Wednesday, July 29, 2015

Back from the Bard, 3



Joyce and I saw The Winter's Tale at the American Shakespeare Center in Staunton, Va., last Saturday afternoon ...

Let's admit this right away: The Bard can give us problems--and I'm not talking here now about unfamiliar vocabulary and Elizabethan customs and the like. I'm talking about what happens in his plays. Sometimes, it can, well, require a lot of us.

Like Hamlet's encounter with the pirates. That's a stretch. And (in the comedies) the stunning failure of characters to notice that other characters are pretending to be someone/something else. Like those cross-gender transformations in, oh, As You Like It and Twelfth Night. C'mon now--how dumb do you have to be not to recognize that "Ganymede" in As You Like It is actually the amazing Rosalind!?

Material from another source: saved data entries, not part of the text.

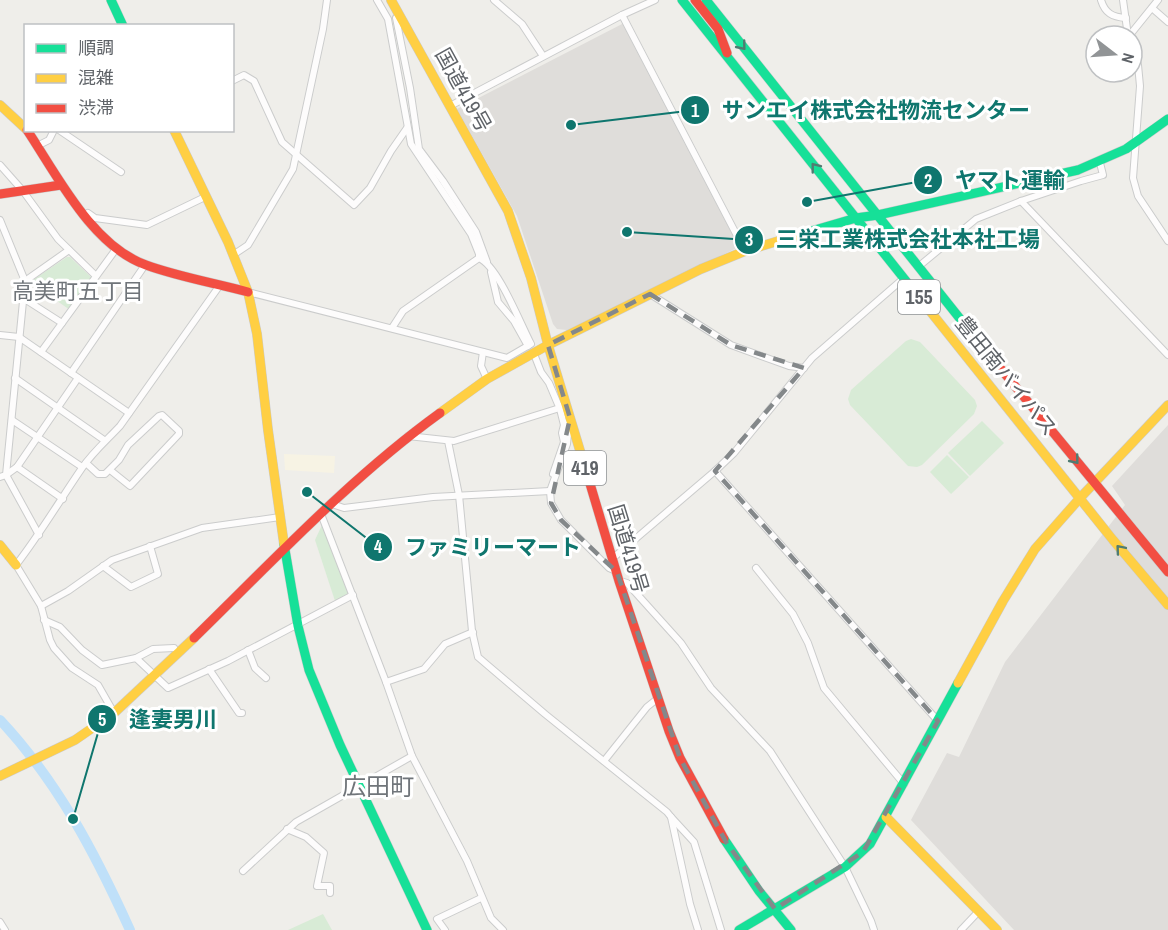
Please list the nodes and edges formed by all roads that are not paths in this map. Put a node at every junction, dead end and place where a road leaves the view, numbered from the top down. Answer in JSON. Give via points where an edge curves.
{"nodes":[{"id":1,"x":111,"y":0,"type":"edge"},
{"id":2,"x":327,"y":0,"type":"edge"},
{"id":3,"x":378,"y":0,"type":"edge"},
{"id":4,"x":385,"y":0,"type":"edge"},
{"id":5,"x":391,"y":0,"type":"edge"},
{"id":6,"x":494,"y":0,"type":"edge"},
{"id":7,"x":655,"y":0,"type":"edge"},
{"id":8,"x":682,"y":0,"type":"edge"},
{"id":9,"x":695,"y":0,"type":"edge"},
{"id":10,"x":706,"y":0,"type":"edge"},
{"id":11,"x":1101,"y":0,"type":"edge"},
{"id":12,"x":1123,"y":0,"type":"edge"},
{"id":13,"x":1158,"y":0,"type":"edge"},
{"id":14,"x":1152,"y":8,"type":"junction"},
{"id":15,"x":622,"y":15,"type":"junction"},
{"id":16,"x":1126,"y":18,"type":"junction"},
{"id":17,"x":1168,"y":22,"type":"edge"},
{"id":18,"x":122,"y":24,"type":"edge"},
{"id":19,"x":1127,"y":24,"type":"edge"},
{"id":20,"x":1139,"y":24,"type":"edge"},
{"id":21,"x":543,"y":56,"type":"junction"},
{"id":22,"x":729,"y":60,"type":"junction"},
{"id":23,"x":234,"y":80,"type":"edge"},
{"id":24,"x":1140,"y":84,"type":"edge"},
{"id":25,"x":0,"y":105,"type":"edge"},
{"id":26,"x":450,"y":106,"type":"junction"},
{"id":27,"x":1168,"y":118,"type":"edge"},
{"id":28,"x":24,"y":128,"type":"edge"},
{"id":29,"x":407,"y":128,"type":"junction"},
{"id":30,"x":27,"y":132,"type":"edge"},
{"id":31,"x":53,"y":132,"type":"edge"},
{"id":32,"x":62,"y":132,"type":"edge"},
{"id":33,"x":175,"y":132,"type":"edge"},
{"id":34,"x":37,"y":146,"type":"junction"},
{"id":35,"x":1134,"y":146,"type":"junction"},
{"id":36,"x":297,"y":156,"type":"junction"},
{"id":37,"x":1100,"y":163,"type":"junction"},
{"id":38,"x":0,"y":165,"type":"edge"},
{"id":39,"x":121,"y":172,"type":"dead end"},
{"id":40,"x":62,"y":185,"type":"junction"},
{"id":41,"x":23,"y":190,"type":"junction"},
{"id":42,"x":0,"y":194,"type":"edge"},
{"id":43,"x":205,"y":197,"type":"junction"},
{"id":44,"x":1021,"y":201,"type":"junction"},
{"id":45,"x":878,"y":215,"type":"junction"},
{"id":46,"x":856,"y":218,"type":"junction"},
{"id":47,"x":0,"y":220,"type":"edge"},
{"id":48,"x":1168,"y":242,"type":"edge"},
{"id":49,"x":116,"y":249,"type":"junction"},
{"id":50,"x":69,"y":250,"type":"junction"},
{"id":51,"x":745,"y":251,"type":"junction"},
{"id":52,"x":233,"y":255,"type":"junction"},
{"id":53,"x":479,"y":258,"type":"junction"},
{"id":54,"x":487,"y":261,"type":"junction"},
{"id":55,"x":145,"y":265,"type":"junction"},
{"id":56,"x":918,"y":267,"type":"junction"},
{"id":57,"x":96,"y":276,"type":"junction"},
{"id":58,"x":904,"y":278,"type":"junction"},
{"id":59,"x":25,"y":281,"type":"junction"},
{"id":60,"x":220,"y":285,"type":"junction"},
{"id":61,"x":248,"y":292,"type":"junction"},
{"id":62,"x":650,"y":294,"type":"junction"},
{"id":63,"x":23,"y":298,"type":"junction"},
{"id":64,"x":62,"y":323,"type":"junction"},
{"id":65,"x":392,"y":328,"type":"junction"},
{"id":66,"x":0,"y":334,"type":"edge"},
{"id":67,"x":19,"y":337,"type":"junction"},
{"id":68,"x":548,"y":345,"type":"junction"},
{"id":69,"x":528,"y":346,"type":"junction"},
{"id":70,"x":41,"y":352,"type":"junction"},
{"id":71,"x":483,"y":352,"type":"junction"},
{"id":72,"x":534,"y":354,"type":"junction"},
{"id":73,"x":1168,"y":355,"type":"edge"},
{"id":74,"x":804,"y":368,"type":"junction"},
{"id":75,"x":71,"y":373,"type":"junction"},
{"id":76,"x":15,"y":378,"type":"junction"},
{"id":77,"x":78,"y":378,"type":"junction"},
{"id":78,"x":487,"y":380,"type":"junction"},
{"id":79,"x":1168,"y":405,"type":"edge"},
{"id":80,"x":58,"y":407,"type":"junction"},
{"id":81,"x":563,"y":407,"type":"junction"},
{"id":82,"x":129,"y":413,"type":"junction"},
{"id":83,"x":570,"y":418,"type":"junction"},
{"id":84,"x":12,"y":420,"type":"junction"},
{"id":85,"x":408,"y":436,"type":"junction"},
{"id":86,"x":38,"y":437,"type":"junction"},
{"id":87,"x":104,"y":440,"type":"junction"},
{"id":88,"x":448,"y":441,"type":"junction"},
{"id":89,"x":84,"y":465,"type":"junction"},
{"id":90,"x":17,"y":467,"type":"junction"},
{"id":91,"x":110,"y":470,"type":"junction"},
{"id":92,"x":715,"y":471,"type":"junction"},
{"id":93,"x":3,"y":476,"type":"edge"},
{"id":94,"x":1094,"y":484,"type":"junction"},
{"id":95,"x":548,"y":491,"type":"junction"},
{"id":96,"x":459,"y":495,"type":"junction"},
{"id":97,"x":1080,"y":498,"type":"junction"},
{"id":98,"x":63,"y":499,"type":"junction"},
{"id":99,"x":332,"y":504,"type":"junction"},
{"id":100,"x":321,"y":514,"type":"junction"},
{"id":101,"x":280,"y":517,"type":"junction"},
{"id":102,"x":39,"y":535,"type":"junction"},
{"id":103,"x":0,"y":545,"type":"edge"},
{"id":104,"x":150,"y":546,"type":"junction"},
{"id":105,"x":285,"y":548,"type":"junction"},
{"id":106,"x":4,"y":557,"type":"edge"},
{"id":107,"x":612,"y":559,"type":"junction"},
{"id":108,"x":16,"y":565,"type":"junction"},
{"id":109,"x":102,"y":566,"type":"junction"},
{"id":110,"x":756,"y":568,"type":"dead end"},
{"id":111,"x":1168,"y":572,"type":"edge"},
{"id":112,"x":618,"y":576,"type":"junction"},
{"id":113,"x":353,"y":595,"type":"junction"},
{"id":114,"x":1168,"y":605,"type":"edge"},
{"id":115,"x":41,"y":606,"type":"junction"},
{"id":116,"x":44,"y":620,"type":"junction"},
{"id":117,"x":297,"y":626,"type":"junction"},
{"id":118,"x":472,"y":632,"type":"junction"},
{"id":119,"x":174,"y":648,"type":"dead end"},
{"id":120,"x":248,"y":651,"type":"junction"},
{"id":121,"x":136,"y":658,"type":"junction"},
{"id":122,"x":210,"y":669,"type":"junction"},
{"id":123,"x":155,"y":676,"type":"junction"},
{"id":124,"x":266,"y":678,"type":"dead end"},
{"id":125,"x":386,"y":682,"type":"junction"},
{"id":126,"x":657,"y":699,"type":"junction"},
{"id":127,"x":242,"y":712,"type":"dead end"},
{"id":128,"x":114,"y":713,"type":"junction"},
{"id":129,"x":938,"y":721,"type":"junction"},
{"id":130,"x":412,"y":756,"type":"junction"},
{"id":131,"x":604,"y":761,"type":"junction"},
{"id":132,"x":0,"y":776,"type":"edge"},
{"id":133,"x":904,"y":784,"type":"junction"},
{"id":134,"x":360,"y":785,"type":"junction"},
{"id":135,"x":671,"y":817,"type":"junction"},
{"id":136,"x":886,"y":817,"type":"junction"},
{"id":137,"x":287,"y":829,"type":"junction"},
{"id":138,"x":845,"y":867,"type":"junction"},
{"id":139,"x":243,"y":871,"type":"dead end"},
{"id":140,"x":330,"y":893,"type":"dead end"},
{"id":141,"x":481,"y":898,"type":"junction"},
{"id":142,"x":775,"y":909,"type":"junction"},
{"id":143,"x":979,"y":911,"type":"junction"},
{"id":144,"x":0,"y":922,"type":"edge"},
{"id":145,"x":5,"y":930,"type":"edge"},
{"id":146,"x":428,"y":930,"type":"edge"},
{"id":147,"x":445,"y":930,"type":"edge"},
{"id":148,"x":503,"y":930,"type":"edge"},
{"id":149,"x":698,"y":930,"type":"edge"},
{"id":150,"x":721,"y":930,"type":"edge"},
{"id":151,"x":739,"y":930,"type":"edge"},
{"id":152,"x":751,"y":930,"type":"edge"},
{"id":153,"x":790,"y":930,"type":"edge"},
{"id":154,"x":874,"y":930,"type":"edge"},
{"id":155,"x":961,"y":930,"type":"edge"},
{"id":156,"x":997,"y":930,"type":"edge"}],
"edges":[{"from":1,"to":18,"type":"main road"},
{"from":2,"to":36,"type":"street"},
{"from":3,"to":29,"type":"street","via":[[390,26]]},
{"from":4,"to":54,"type":"street","via":[[398,26],[419,149],[476,232]]},
{"from":5,"to":26,"type":"main road","name":"国道419号","number":"419"},
{"from":6,"to":21,"type":"street","via":[[522,24]]},
{"from":7,"to":15,"type":"street"},
{"from":8,"to":22,"type":"main road","name":"豊田南バイパス","number":"155"},
{"from":9,"to":22,"type":"main road","via":[[718,29]]},
{"from":10,"to":45,"type":"main road","name":"豊田南バイパス","number":"155","one_way":true},
{"from":11,"to":16,"type":"street","via":[[1111,15]]},
{"from":12,"to":16,"type":"street"},
{"from":13,"to":14,"type":"street"},
{"from":14,"to":17,"type":"street"},
{"from":14,"to":20,"type":"street"},
{"from":15,"to":21,"type":"street"},
{"from":15,"to":51,"type":"street"},
{"from":16,"to":19,"type":"street"},
{"from":21,"to":26,"type":"street"},
{"from":46,"to":22,"type":"main road","name":"豊田南バイパス","number":"155","one_way":true},
{"from":23,"to":36,"type":"street","via":[[244,75],[254,81],[282,142]]},
{"from":24,"to":35,"type":"street"},
{"from":25,"to":28,"type":"main road"},
{"from":26,"to":68,"type":"main road","name":"国道419号","number":"419","via":[[508,211]]},
{"from":27,"to":35,"type":"main road"},
{"from":29,"to":36,"type":"street","via":[[370,188],[354,205]]},
{"from":29,"to":53,"type":"street","via":[[416,153],[471,234]]},
{"from":30,"to":34,"type":"main road"},
{"from":31,"to":34,"type":"street","via":[[49,140]]},
{"from":32,"to":39,"type":"street"},
{"from":33,"to":43,"type":"main road"},
{"from":34,"to":40,"type":"main road"},
{"from":35,"to":37,"type":"main road"},
{"from":35,"to":48,"type":"street","via":[[1133,178],[1138,196]]},
{"from":36,"to":52,"type":"street","via":[[248,244]]},
{"from":37,"to":44,"type":"street","via":[[1103,175]]},
{"from":37,"to":45,"type":"main road"},
{"from":38,"to":41,"type":"street"},
{"from":40,"to":41,"type":"main road"},
{"from":40,"to":43,"type":"street","via":[[70,188],[95,218],[147,225]]},
{"from":40,"to":49,"type":"main road","via":[[89,222]]},
{"from":41,"to":42,"type":"main road"},
{"from":41,"to":50,"type":"street"},
{"from":43,"to":52,"type":"main road"},
{"from":44,"to":56,"type":"street","via":[[976,219]]},
{"from":44,"to":73,"type":"street"},
{"from":45,"to":46,"type":"main road"},
{"from":45,"to":56,"type":"main road","name":"豊田南バイパス","number":"155"},
{"from":46,"to":51,"type":"main road"},
{"from":46,"to":58,"type":"main road","name":"豊田南バイパス","number":"155"},
{"from":47,"to":59,"type":"street"},
{"from":49,"to":55,"type":"main road"},
{"from":49,"to":57,"type":"street"},
{"from":50,"to":57,"type":"street"},
{"from":50,"to":59,"type":"street"},
{"from":51,"to":62,"type":"main road"},
{"from":52,"to":61,"type":"main road"},
{"from":53,"to":54,"type":"street"},
{"from":53,"to":65,"type":"street","via":[[403,311]]},
{"from":54,"to":69,"type":"street","via":[[498,302]]},
{"from":54,"to":69,"type":"street","via":[[531,344]]},
{"from":55,"to":60,"type":"main road"},
{"from":55,"to":75,"type":"street"},
{"from":56,"to":94,"type":"main road","name":"豊田南バイパス","number":"155","one_way":true},
{"from":57,"to":64,"type":"street"},
{"from":58,"to":74,"type":"street"},
{"from":58,"to":97,"type":"main road","name":"豊田南バイパス","number":"155"},
{"from":59,"to":63,"type":"street"},
{"from":60,"to":61,"type":"main road"},
{"from":60,"to":82,"type":"street"},
{"from":61,"to":65,"type":"street"},
{"from":61,"to":101,"type":"main road"},
{"from":62,"to":68,"type":"main road"},
{"from":62,"to":74,"type":"street","via":[[731,345]]},
{"from":63,"to":64,"type":"street"},
{"from":63,"to":67,"type":"street"},
{"from":64,"to":70,"type":"street"},
{"from":65,"to":71,"type":"street"},
{"from":66,"to":67,"type":"street"},
{"from":67,"to":70,"type":"street"},
{"from":67,"to":76,"type":"street"},
{"from":68,"to":72,"type":"main road"},
{"from":68,"to":81,"type":"main road","name":"国道419号","number":"419"},
{"from":69,"to":71,"type":"street","via":[[507,358]]},
{"from":70,"to":75,"type":"street"},
{"from":71,"to":78,"type":"street","via":[[481,366]]},
{"from":72,"to":78,"type":"main road"},
{"from":72,"to":81,"type":"street"},
{"from":74,"to":92,"type":"street"},
{"from":75,"to":77,"type":"street"},
{"from":76,"to":80,"type":"street"},
{"from":76,"to":84,"type":"street"},
{"from":77,"to":80,"type":"street"},
{"from":77,"to":82,"type":"street"},
{"from":78,"to":85,"type":"main road"},
{"from":79,"to":94,"type":"main road"},
{"from":80,"to":86,"type":"street"},
{"from":80,"to":87,"type":"street"},
{"from":81,"to":83,"type":"main road","name":"国道419号","number":"419"},
{"from":81,"to":88,"type":"street"},
{"from":81,"to":95,"type":"street","via":[[564,442]]},
{"from":82,"to":87,"type":"street"},
{"from":83,"to":95,"type":"street","via":[[567,444]]},
{"from":83,"to":107,"type":"main road","name":"国道419号","number":"419"},
{"from":84,"to":86,"type":"street"},
{"from":84,"to":93,"type":"street"},
{"from":85,"to":88,"type":"street"},
{"from":85,"to":99,"type":"main road"},
{"from":86,"to":89,"type":"street"},
{"from":86,"to":90,"type":"street"},
{"from":87,"to":89,"type":"street"},
{"from":88,"to":96,"type":"street"},
{"from":89,"to":91,"type":"street","via":[[98,474]]},
{"from":89,"to":98,"type":"street"},
{"from":90,"to":93,"type":"street"},
{"from":90,"to":98,"type":"street"},
{"from":91,"to":91,"type":"street","via":[[128,444],[159,416],[179,431],[130,486]]},
{"from":92,"to":107,"type":"street"},
{"from":92,"to":129,"type":"street"},
{"from":93,"to":102,"type":"street"},
{"from":94,"to":97,"type":"main road"},
{"from":94,"to":111,"type":"main road","name":"豊田南バイパス","number":"155"},
{"from":95,"to":96,"type":"street"},
{"from":95,"to":112,"type":"street","via":[[561,520]]},
{"from":96,"to":99,"type":"street","via":[[344,508]]},
{"from":96,"to":118,"type":"street"},
{"from":114,"to":97,"type":"main road","name":"豊田南バイパス","number":"155","one_way":true},
{"from":97,"to":129,"type":"main road","via":[[1026,564]]},
{"from":98,"to":102,"type":"street"},
{"from":99,"to":100,"type":"main road"},
{"from":100,"to":105,"type":"main road"},
{"from":100,"to":113,"type":"street"},
{"from":101,"to":104,"type":"street","via":[[202,528]]},
{"from":101,"to":105,"type":"main road"},
{"from":102,"to":108,"type":"street"},
{"from":103,"to":106,"type":"main road"},
{"from":104,"to":109,"type":"street"},
{"from":104,"to":109,"type":"street","via":[[158,574],[131,587]]},
{"from":105,"to":117,"type":"main road"},
{"from":105,"to":123,"type":"main road"},
{"from":106,"to":108,"type":"main road"},
{"from":107,"to":112,"type":"main road","name":"国道419号","number":"419"},
{"from":108,"to":115,"type":"street"},
{"from":109,"to":115,"type":"street"},
{"from":110,"to":133,"type":"street","via":[[794,614],[824,688]]},
{"from":112,"to":126,"type":"main road","name":"国道419号","number":"419"},
{"from":112,"to":138,"type":"street","via":[[681,643],[711,688],[770,752]]},
{"from":113,"to":117,"type":"street"},
{"from":113,"to":125,"type":"street"},
{"from":115,"to":116,"type":"street"},
{"from":116,"to":121,"type":"street","via":[[60,627],[102,665]]},
{"from":116,"to":128,"type":"street","via":[[54,648],[72,668],[98,684]]},
{"from":117,"to":120,"type":"street"},
{"from":117,"to":134,"type":"main road","via":[[313,680]]},
{"from":118,"to":125,"type":"street","via":[[445,644],[424,669]]},
{"from":118,"to":131,"type":"street","via":[[482,661]]},
{"from":119,"to":121,"type":"street","via":[[153,649]]},
{"from":120,"to":122,"type":"street"},
{"from":120,"to":124,"type":"street","via":[[255,668]]},
{"from":121,"to":123,"type":"street"},
{"from":122,"to":123,"type":"street","via":[[168,688]]},
{"from":122,"to":127,"type":"street","via":[[239,713]]},
{"from":123,"to":128,"type":"main road"},
{"from":125,"to":130,"type":"street"},
{"from":126,"to":131,"type":"street"},
{"from":126,"to":142,"type":"main road","name":"国道419号","number":"419","via":[[680,758],[726,842]]},
{"from":128,"to":132,"type":"main road","via":[[75,740]]},
{"from":129,"to":133,"type":"main road"},
{"from":130,"to":134,"type":"street"},
{"from":130,"to":141,"type":"street","via":[[467,861]]},
{"from":131,"to":135,"type":"street"},
{"from":133,"to":136,"type":"main road"},
{"from":134,"to":137,"type":"street"},
{"from":134,"to":146,"type":"main road"},
{"from":135,"to":149,"type":"street"},
{"from":135,"to":150,"type":"street","via":[[694,842]]},
{"from":136,"to":138,"type":"main road","via":[[870,844]]},
{"from":136,"to":143,"type":"main road"},
{"from":137,"to":139,"type":"street"},
{"from":137,"to":140,"type":"street","via":[[306,837],[324,853],[317,886],[330,886]]},
{"from":138,"to":142,"type":"main road"},
{"from":138,"to":154,"type":"street"},
{"from":141,"to":147,"type":"street","via":[[437,919]]},
{"from":141,"to":148,"type":"street","via":[[490,918]]},
{"from":142,"to":151,"type":"main road"},
{"from":142,"to":152,"type":"main road","via":[[770,918]]},
{"from":142,"to":153,"type":"main road","name":"国道419号","number":"419"},
{"from":143,"to":155,"type":"street"},
{"from":143,"to":156,"type":"main road"},
{"from":144,"to":145,"type":"street"}]}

Okay. There are those sorts of problems. But there are others that can be deeply disturbing. In my memoir about my teaching career (Schoolboy, 2012--available on your Kindle app from Amazon) I tell briefly about an experience I had teaching Much Ado About Nothing to eighth graders back in the 1990s.

In that wonderful play, the young and mercurial Claudio, convinced (by lies) that the young woman he is about to marry (Hero) is, well, providing services for another man--on the eve of her wedding--he waits until the actual ceremony to confront her, to accuse her of infidelity in front of the assembly, and then to stalk self-righteously out of the wedding-that-is-no-more with his equally huffy buddies. Hero, in the meantime, has fainted with shock at the vileness of the slanders against her.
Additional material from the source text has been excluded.